Dalla riclassificazione delle gliflozine sono arrivati per il Ssn non aggravi di spesa ma risparmi importanti. È quanto rivela l’analisi tecnica pubblicata l’altro ieri dall’Aifa in risposta al controverso servizio pubblicato un paio di settimane fa dalla rubrica Dataroom del Corriere della Sera. Quello dell’Agenzia del farmaco, in sintesi, è un “data check” che riesamina nel dettaglio le cifre dell’articolo scritto a quattro mani da Milena Gabanelli e Simona Ravizza, per puntualizzare incongruenze e presunti errori. In particolare, scrive l’Aifa, «il calcolo (su cui si basa il servizio, ndr) è stato effettuato partendo da un prodotto che non rappresenta i consumi prevalenti delle gliflozine e utilizzando i dati di una singola Regione, senza tenere conto dell’effettiva variabilità territoriale». Inoltre, «non sono stati considerati rilevanti elementi regolatori, e ciò ha condotto a una ricostruzione incompleta e metodologicamente non corretta del quadro complessivo», ancora, «è stato incluso un fattore non pertinente, quale il pay-back di ripiano dello sfondamento a livello nazionale del tetto degli acquisti diretti».
Non solo: le stime, osserva l’Agenzia, avrebbero dovuto considerare «costi finanziari, amministrativi, di stoccaggio e di distribuzione dei medicinali, collegati agli acquisti diretti da parte delle strutture sanitarie regionali, che non sono nella disponibilità dell’Agenzia e non fanno parte dell’ordinaria attività di monitoraggio della spesa farmaceutica». È quello che le farmacie affermano da lungo tempo: il risparmio assicurato dalla distribuzione diretta è soltanto apparente, perché nessuno considera i costi fissi del sistema.
Per scendere nel concreto, il data check dell’Aifa ripropone le stime dell’articolo di Dataroom corrette in base ai propri dati. Come detto, l’analisi del Corriere della Sera prende a riferimento una specifica confezione di antidiabetico e la spesa sostenuta per la sua distribuzione da parte di una certa Regione, dove nel periodo settembre-novembre 2025 sono state distribuite di tale referenza 58.569 scatole. Individuato il farmaco, l’Aifa propone quindi le sue cifre (vedi sotto), che differiscono significativamente da quelle dell’articolo.
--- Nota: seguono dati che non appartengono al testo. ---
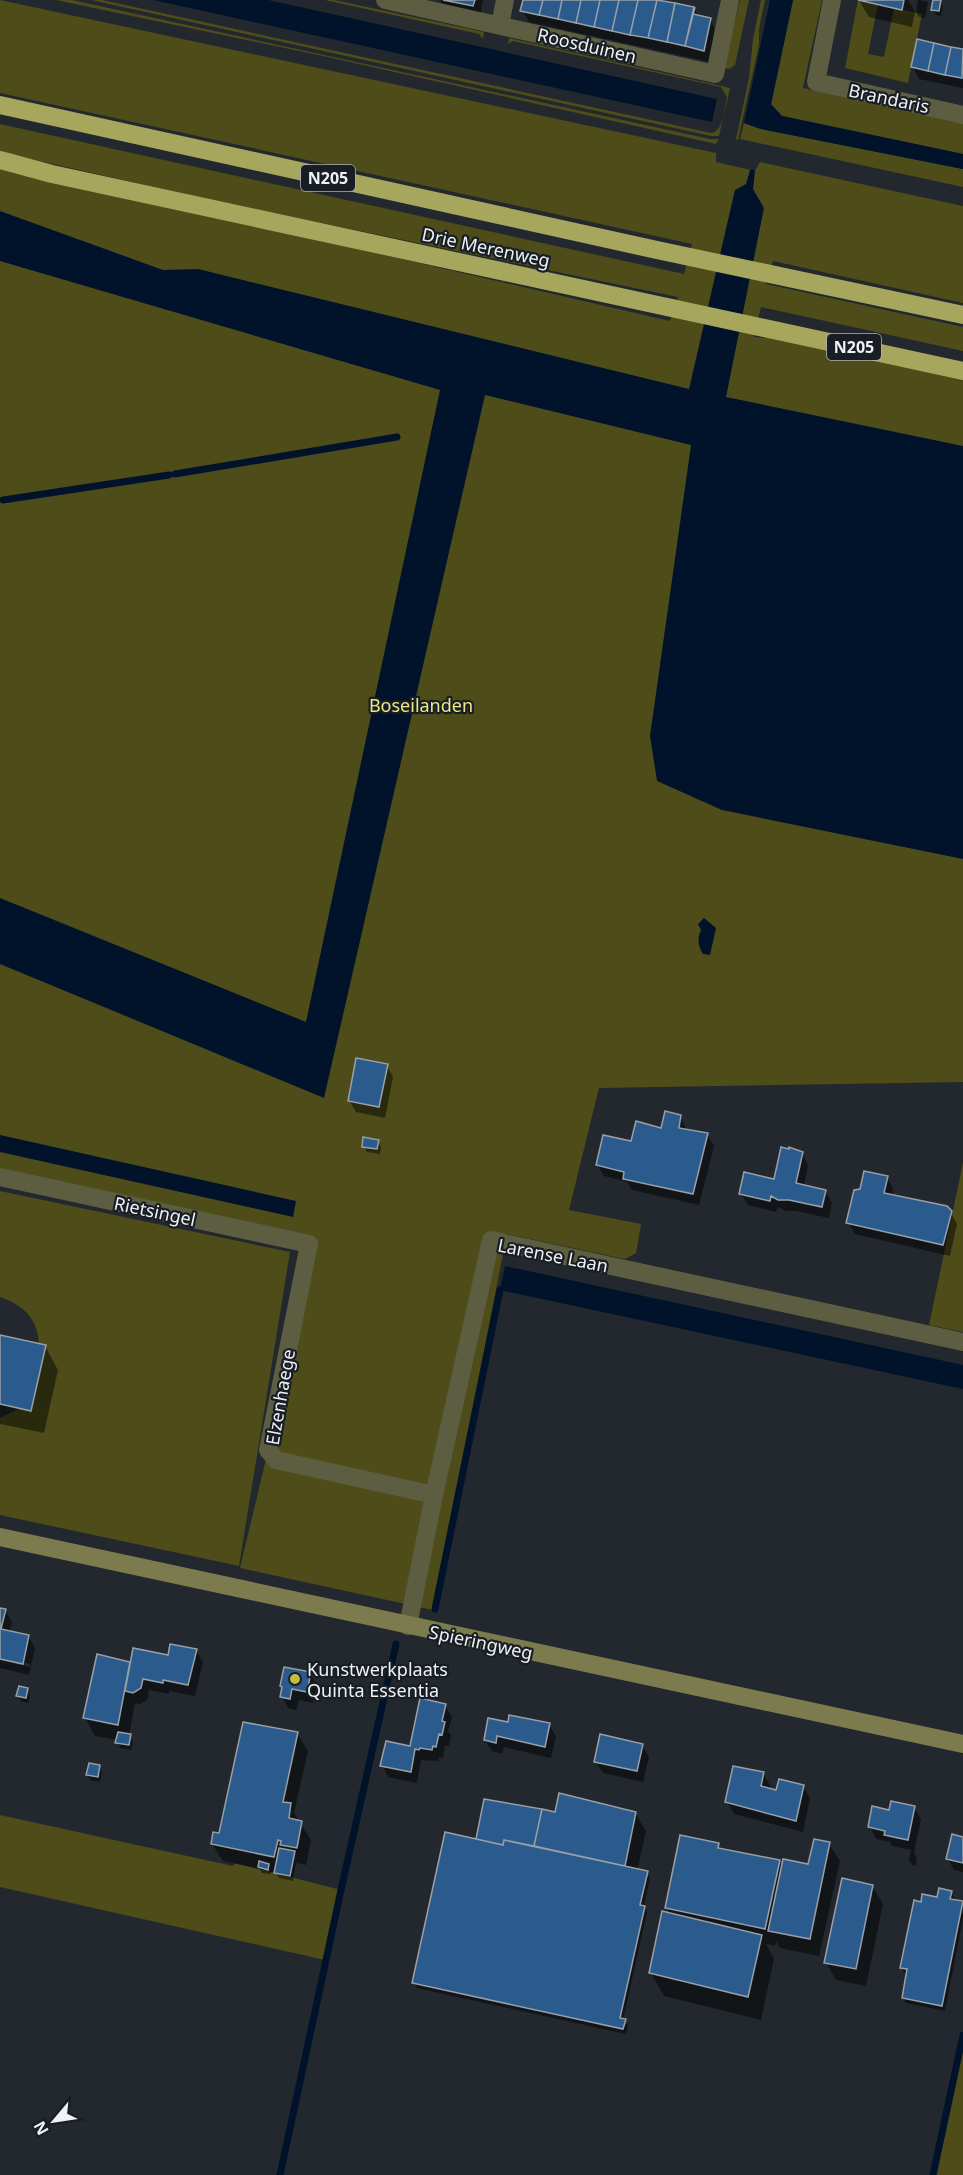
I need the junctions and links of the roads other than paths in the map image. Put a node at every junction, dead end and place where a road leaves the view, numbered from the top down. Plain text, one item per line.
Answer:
1 (385, 0) edge
2 (505, 0) edge
3 (730, 0) edge
4 (832, 0) edge
5 (500, 25) junction
6 (0, 105) edge
7 (963, 115) edge
8 (0, 160) edge
9 (963, 315) edge
10 (963, 370) edge
11 (0, 1177) edge
12 (309, 1244) joint
13 (963, 1342) edge
14 (434, 1495) junction
15 (0, 1537) edge
16 (408, 1626) junction
17 (963, 1744) edge

1 - 5 street, Roosduinen
2 - 5 street
3 - 5 street, Roosduinen
4 - 7 street, Brandaris
6 - 9 highway, Drie Merenweg / N205
8 - 10 highway, Drie Merenweg / N205
11 - 12 street, Rietsingel
12 - 14 street, Elzenhaege
13 - 14 street, Larense Laan
14 - 16 street, Larense Laan
15 - 16 street, Spieringweg
16 - 17 street, Spieringweg

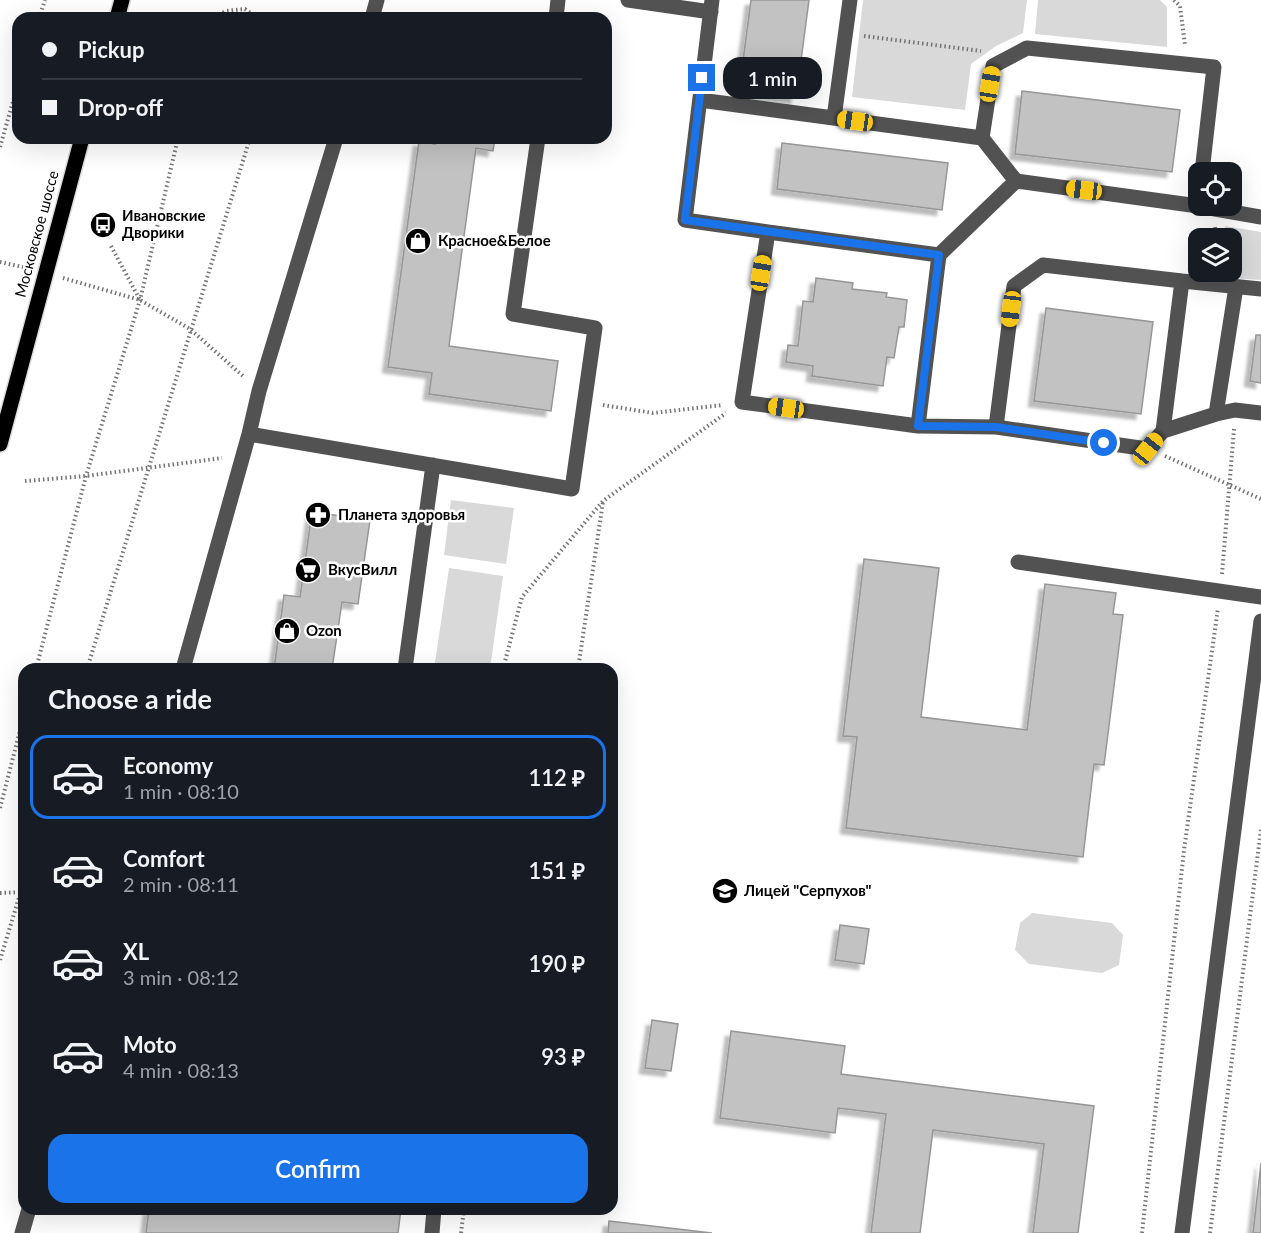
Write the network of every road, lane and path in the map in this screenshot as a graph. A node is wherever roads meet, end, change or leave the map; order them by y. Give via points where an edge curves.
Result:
1 (628, 0) edge
2 (850, 0) edge
3 (1176, 0) edge
4 (711, 6) edge
5 (224, 12) edge
6 (249, 12) edge
7 (845, 33) junction
8 (1187, 64) junction
9 (993, 66) junction
10 (700, 100) junction
11 (12, 105) edge
12 (834, 118) junction
13 (982, 138) junction
14 (80, 144) edge
15 (177, 144) edge
16 (248, 144) edge
17 (334, 144) edge
18 (537, 144) edge
19 (0, 147) edge
20 (1203, 162) edge
21 (1016, 181) junction
22 (1188, 205) edge
23 (1242, 214) edge
24 (1261, 217) edge
25 (768, 232) junction
26 (111, 246) dead end
27 (939, 255) junction
28 (0, 262) edge
29 (44, 272) junction
30 (1182, 281) junction
31 (1236, 287) junction
32 (1261, 289) edge
33 (140, 300) junction
34 (190, 329) junction
35 (259, 391) junction
36 (742, 402) junction
37 (584, 403) junction
38 (1236, 410) junction
39 (1261, 413) edge
40 (1216, 414) junction
41 (918, 426) junction
42 (996, 427) junction
43 (1163, 431) junction
44 (249, 434) junction
45 (0, 444) edge
46 (1148, 449) junction
47 (244, 455) junction
48 (433, 465) junction
49 (147, 467) junction
50 (86, 476) junction
51 (25, 481) dead end
52 (1229, 482) junction
53 (1261, 499) edge
54 (603, 501) junction
55 (1018, 562) dead end
56 (1220, 591) junction
57 (1261, 597) edge
58 (1261, 621) edge
59 (38, 663) edge
60 (89, 663) edge
61 (185, 663) edge
62 (406, 663) edge
63 (505, 663) edge
64 (579, 663) edge
65 (18, 739) edge
66 (0, 808) edge
67 (1261, 829) edge
68 (18, 892) edge
69 (0, 893) edge
70 (18, 904) edge
71 (0, 960) edge
72 (27, 1215) edge
73 (434, 1215) edge
74 (463, 1215) edge
75 (22, 1233) edge
76 (432, 1233) edge
77 (461, 1233) edge
78 (1142, 1233) edge
79 (1182, 1233) edge
80 (1210, 1233) edge

1 - 4 lane
2 - 7 lane
3 - 8 path
4 - 10 lane
5 - 6 path
7 - 9 path via 988,52
7 - 12 lane
8 - 9 lane via 1027,48
8 - 20 lane via 1214,67
9 - 13 lane
10 - 12 lane
10 - 25 lane via 685,220
11 - 19 path
12 - 13 lane
13 - 21 lane
14 - 29 main road, Московское шоссе
15 - 33 path
16 - 34 path
17 - 35 lane
18 - 37 lane via 513,314 595,328
21 - 22 lane
21 - 27 lane
23 - 24 lane
25 - 27 lane
25 - 36 lane
26 - 33 path
27 - 41 lane
28 - 29 path
29 - 33 path
29 - 45 main road, Московское шоссе
30 - 31 lane
30 - 42 lane via 1043,265 1014,286
30 - 43 lane
31 - 32 lane
31 - 40 lane
33 - 34 path
33 - 50 path
34 - 35 path
34 - 49 path
35 - 44 lane
36 - 37 path via 653,413
36 - 41 lane
36 - 54 path
37 - 48 lane via 572,489
38 - 39 lane
38 - 40 lane
38 - 52 path
40 - 43 lane
41 - 42 lane
42 - 46 lane
43 - 46 lane
44 - 47 lane
44 - 48 lane
46 - 52 path
47 - 49 path
47 - 61 lane
48 - 62 lane
49 - 50 path
49 - 60 path
50 - 51 path
50 - 59 path
52 - 53 path
52 - 56 path
54 - 63 path via 522,597
54 - 64 path
55 - 56 lane
56 - 57 lane
56 - 78 path via 1184,850
58 - 79 lane
65 - 66 path
67 - 80 path
68 - 69 path
70 - 71 path
72 - 75 lane
73 - 76 lane
74 - 77 path

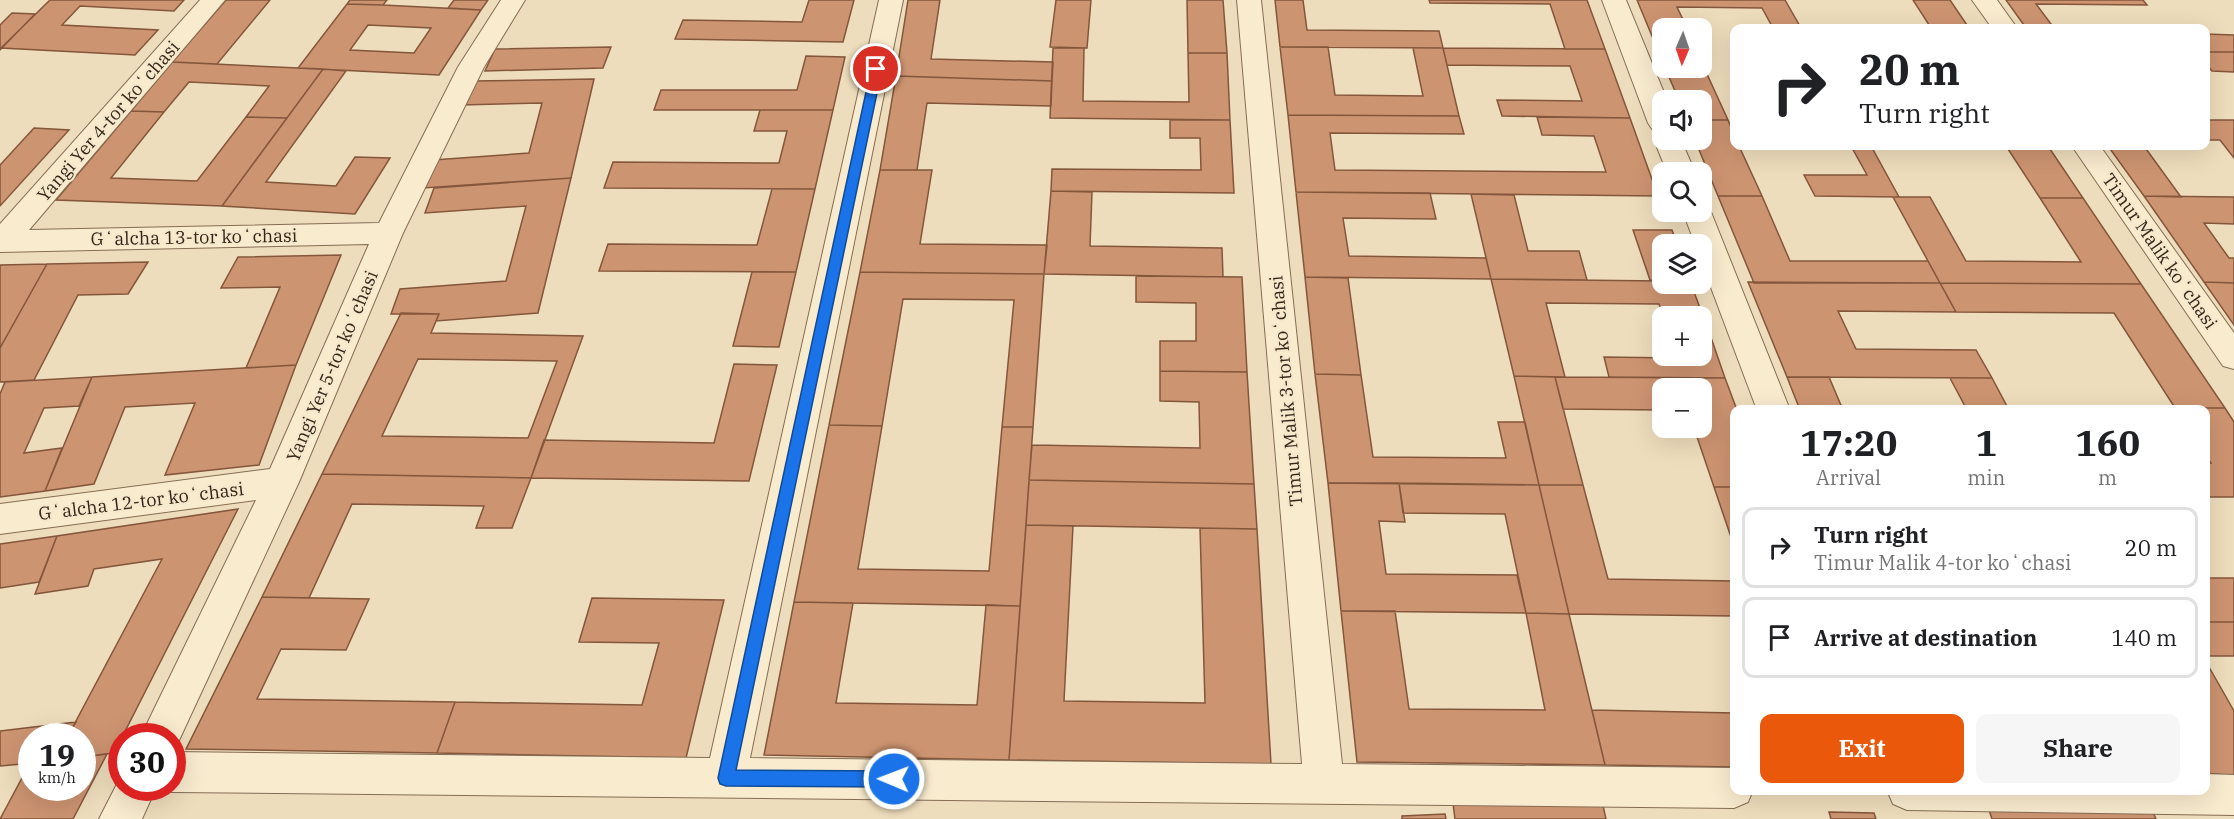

Ai farmacisti titolari, tuttavia, non sfuggirà la stima relativa alla remunerazione del servizio: la distribuzione in dpc di questa gliflozina da parte delle farmacie della Regione considerata, infatti, generava un compenso di 7,01 euro a scatola, con la riclassificazione in convenzionata invece l’onorario scende a 6,48 euro. Ossia 53 centesimi in meno. Una perdita non indifferente, anche se non è chiaro se in quei 7,01 euro della dpc fosse compresa anche la quota al distributore (che quindi andrebbe scorporata).

La perdita diventa ancora più pesante nel secondo esempio proposto dal Data check dell’Aifa, dove iene presa in esame un’altra confezione di gliflozine distribuita in una Regione diversa dalla precedente (anche in questo caso imprecisata: l’Agenzia specifica soltanto che nel periodo settembre-novembre 2025 sono state erogate 86.142 scatole). In questo caso, infatti, la remunerazione riconosciuta alle farmacie dal Ssr per la dpc ammontava a 10,50 euro, dunque la perdita generata dalla riclassificazione supera i 4 euro. Anche in questo caso non è chiaro se in quei 10,50 euro fosse ricompresa la quota del distributore, in ogni caso non c’è dubbio che il sacrificio è consistente. Poiché tutto dipende dal livello dei compensi che ogni regione riconosceva per la dpc, conviene che ogni farmacia faccia i propri conti.